*** Opening of Source information ***

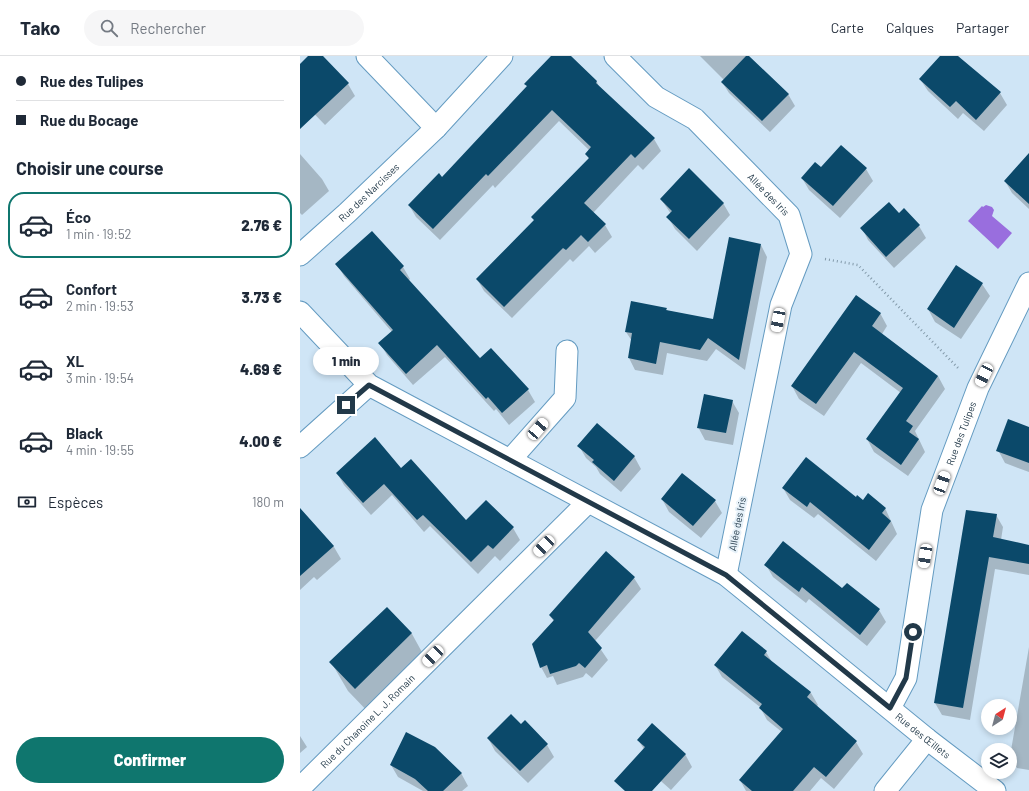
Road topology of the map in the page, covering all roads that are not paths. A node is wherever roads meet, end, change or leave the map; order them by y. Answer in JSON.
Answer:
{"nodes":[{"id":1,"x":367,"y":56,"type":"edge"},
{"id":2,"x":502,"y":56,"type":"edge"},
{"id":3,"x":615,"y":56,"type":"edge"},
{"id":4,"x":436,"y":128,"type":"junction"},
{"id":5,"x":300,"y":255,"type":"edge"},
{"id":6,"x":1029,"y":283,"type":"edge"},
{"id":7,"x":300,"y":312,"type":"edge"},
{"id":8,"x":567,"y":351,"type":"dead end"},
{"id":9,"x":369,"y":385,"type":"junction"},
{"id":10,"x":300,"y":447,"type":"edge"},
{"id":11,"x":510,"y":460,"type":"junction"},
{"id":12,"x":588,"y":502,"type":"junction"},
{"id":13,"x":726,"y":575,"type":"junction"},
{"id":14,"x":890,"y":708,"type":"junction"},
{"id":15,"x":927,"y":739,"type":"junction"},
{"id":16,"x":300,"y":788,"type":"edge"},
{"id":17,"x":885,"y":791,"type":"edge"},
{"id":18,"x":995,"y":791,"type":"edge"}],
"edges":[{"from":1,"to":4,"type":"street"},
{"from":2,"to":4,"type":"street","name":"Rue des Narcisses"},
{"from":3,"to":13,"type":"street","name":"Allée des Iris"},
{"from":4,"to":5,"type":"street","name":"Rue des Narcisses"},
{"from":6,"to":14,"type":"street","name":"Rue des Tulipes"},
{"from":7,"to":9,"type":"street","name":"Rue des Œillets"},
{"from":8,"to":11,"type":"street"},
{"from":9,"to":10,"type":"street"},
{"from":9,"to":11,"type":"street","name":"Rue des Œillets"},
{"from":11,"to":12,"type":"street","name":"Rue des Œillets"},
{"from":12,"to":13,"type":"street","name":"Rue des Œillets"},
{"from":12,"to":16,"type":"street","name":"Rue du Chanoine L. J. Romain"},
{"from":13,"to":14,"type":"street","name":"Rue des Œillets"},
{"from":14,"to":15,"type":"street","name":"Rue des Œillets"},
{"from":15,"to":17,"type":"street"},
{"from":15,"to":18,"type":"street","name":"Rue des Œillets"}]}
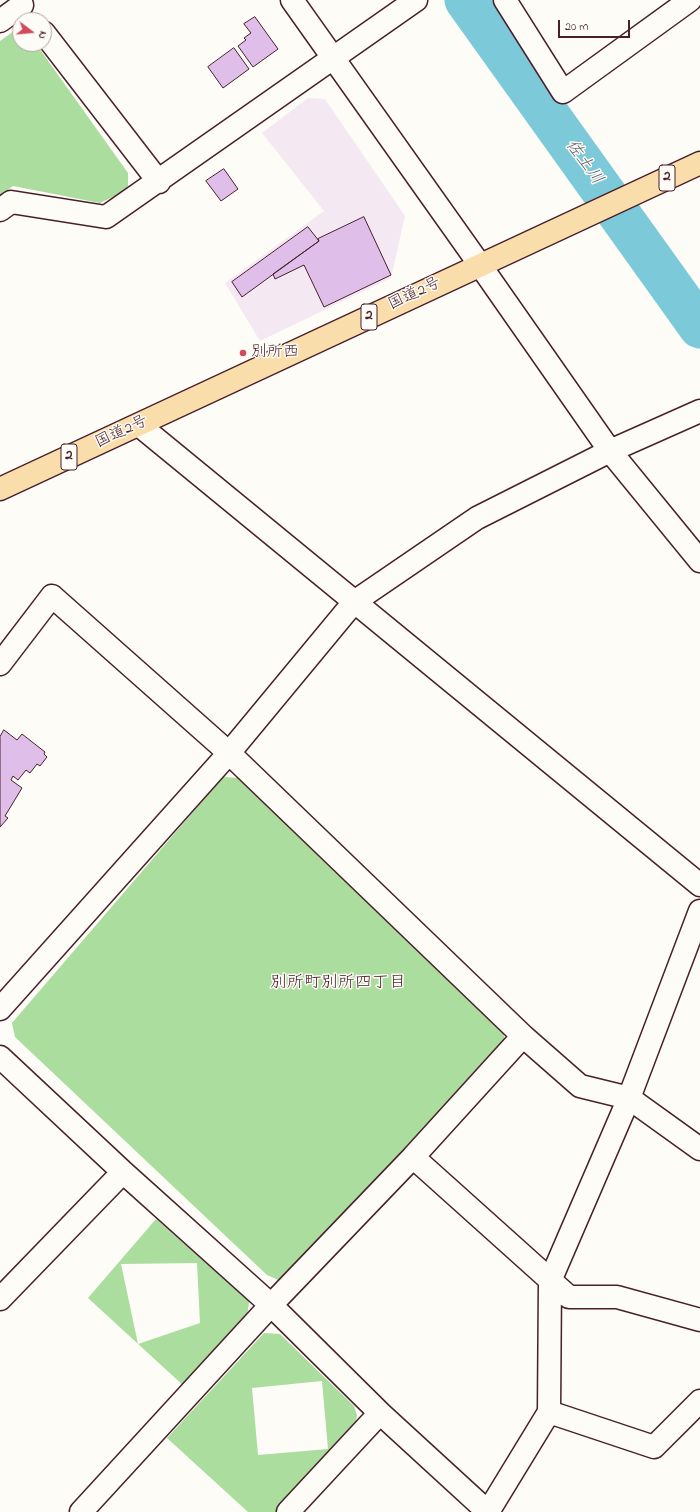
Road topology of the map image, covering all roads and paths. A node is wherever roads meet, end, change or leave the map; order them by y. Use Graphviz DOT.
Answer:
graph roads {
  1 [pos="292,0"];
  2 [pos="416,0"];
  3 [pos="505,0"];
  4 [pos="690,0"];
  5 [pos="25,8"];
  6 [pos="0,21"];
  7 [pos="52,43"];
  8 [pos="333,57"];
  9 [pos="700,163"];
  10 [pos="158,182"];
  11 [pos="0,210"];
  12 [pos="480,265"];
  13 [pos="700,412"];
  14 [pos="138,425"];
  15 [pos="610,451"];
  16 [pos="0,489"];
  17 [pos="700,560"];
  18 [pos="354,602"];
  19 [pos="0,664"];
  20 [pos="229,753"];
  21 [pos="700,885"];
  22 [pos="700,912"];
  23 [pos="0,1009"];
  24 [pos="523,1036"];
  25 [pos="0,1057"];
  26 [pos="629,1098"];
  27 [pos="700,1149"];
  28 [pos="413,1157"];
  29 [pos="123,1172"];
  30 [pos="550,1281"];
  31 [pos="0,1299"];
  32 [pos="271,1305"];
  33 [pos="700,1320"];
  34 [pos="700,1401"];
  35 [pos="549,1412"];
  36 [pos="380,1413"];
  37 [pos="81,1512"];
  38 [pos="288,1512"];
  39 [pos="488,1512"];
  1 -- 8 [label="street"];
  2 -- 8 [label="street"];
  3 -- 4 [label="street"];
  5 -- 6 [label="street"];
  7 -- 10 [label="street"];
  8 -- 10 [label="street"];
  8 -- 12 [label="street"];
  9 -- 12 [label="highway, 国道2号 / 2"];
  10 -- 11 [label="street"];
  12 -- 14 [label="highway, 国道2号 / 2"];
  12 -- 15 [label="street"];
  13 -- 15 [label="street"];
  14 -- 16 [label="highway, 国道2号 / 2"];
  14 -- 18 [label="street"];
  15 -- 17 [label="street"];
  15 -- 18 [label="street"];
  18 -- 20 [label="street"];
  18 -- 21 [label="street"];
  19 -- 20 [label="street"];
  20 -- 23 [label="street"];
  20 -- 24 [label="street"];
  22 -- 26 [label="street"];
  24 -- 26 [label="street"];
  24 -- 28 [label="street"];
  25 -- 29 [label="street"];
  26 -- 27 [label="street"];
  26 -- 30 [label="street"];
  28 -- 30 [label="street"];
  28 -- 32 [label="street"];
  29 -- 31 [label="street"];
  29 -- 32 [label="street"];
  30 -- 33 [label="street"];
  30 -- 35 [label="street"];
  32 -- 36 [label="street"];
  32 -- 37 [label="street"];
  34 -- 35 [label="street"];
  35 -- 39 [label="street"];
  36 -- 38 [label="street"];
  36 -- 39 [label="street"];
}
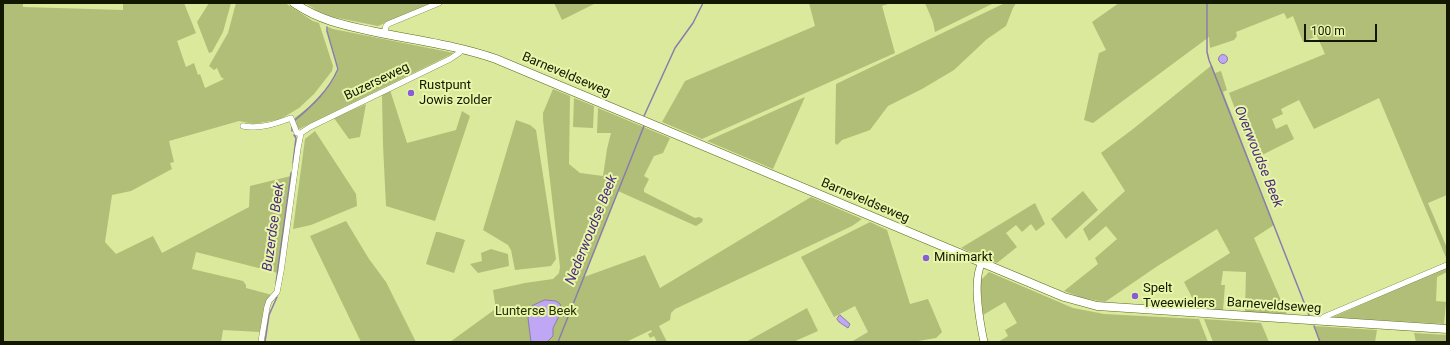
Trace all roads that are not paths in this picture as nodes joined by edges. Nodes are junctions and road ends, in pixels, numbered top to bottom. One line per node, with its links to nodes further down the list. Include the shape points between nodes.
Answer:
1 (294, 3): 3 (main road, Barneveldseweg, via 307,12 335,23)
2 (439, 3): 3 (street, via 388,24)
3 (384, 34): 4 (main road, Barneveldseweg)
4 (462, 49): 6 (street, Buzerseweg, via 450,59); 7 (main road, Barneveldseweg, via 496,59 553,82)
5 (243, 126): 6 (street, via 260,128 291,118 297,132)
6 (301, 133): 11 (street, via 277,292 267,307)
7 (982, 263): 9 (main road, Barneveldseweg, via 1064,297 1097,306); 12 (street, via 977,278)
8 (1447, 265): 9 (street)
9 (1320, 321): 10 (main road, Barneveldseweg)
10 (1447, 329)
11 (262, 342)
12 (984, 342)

*** Close of Source information ***

## Task description
Copy out each line of the data containing the string "paths".

## Response
Road topology of the map in the page, covering all roads that are not paths. A node is wherever roads meet, end, change or leave the map; order them by y. Answer in JSON.
Road topology of the map image, covering all roads and paths. A node is wherever roads meet, end, change or leave the map; order them by y. Use Graphviz DOT.
Trace all roads that are not paths in this picture as nodes joined by edges. Nodes are junctions and road ends, in pixels, numbered top to bottom. One line per node, with its links to nodes further down the list. Include the shape points between nodes.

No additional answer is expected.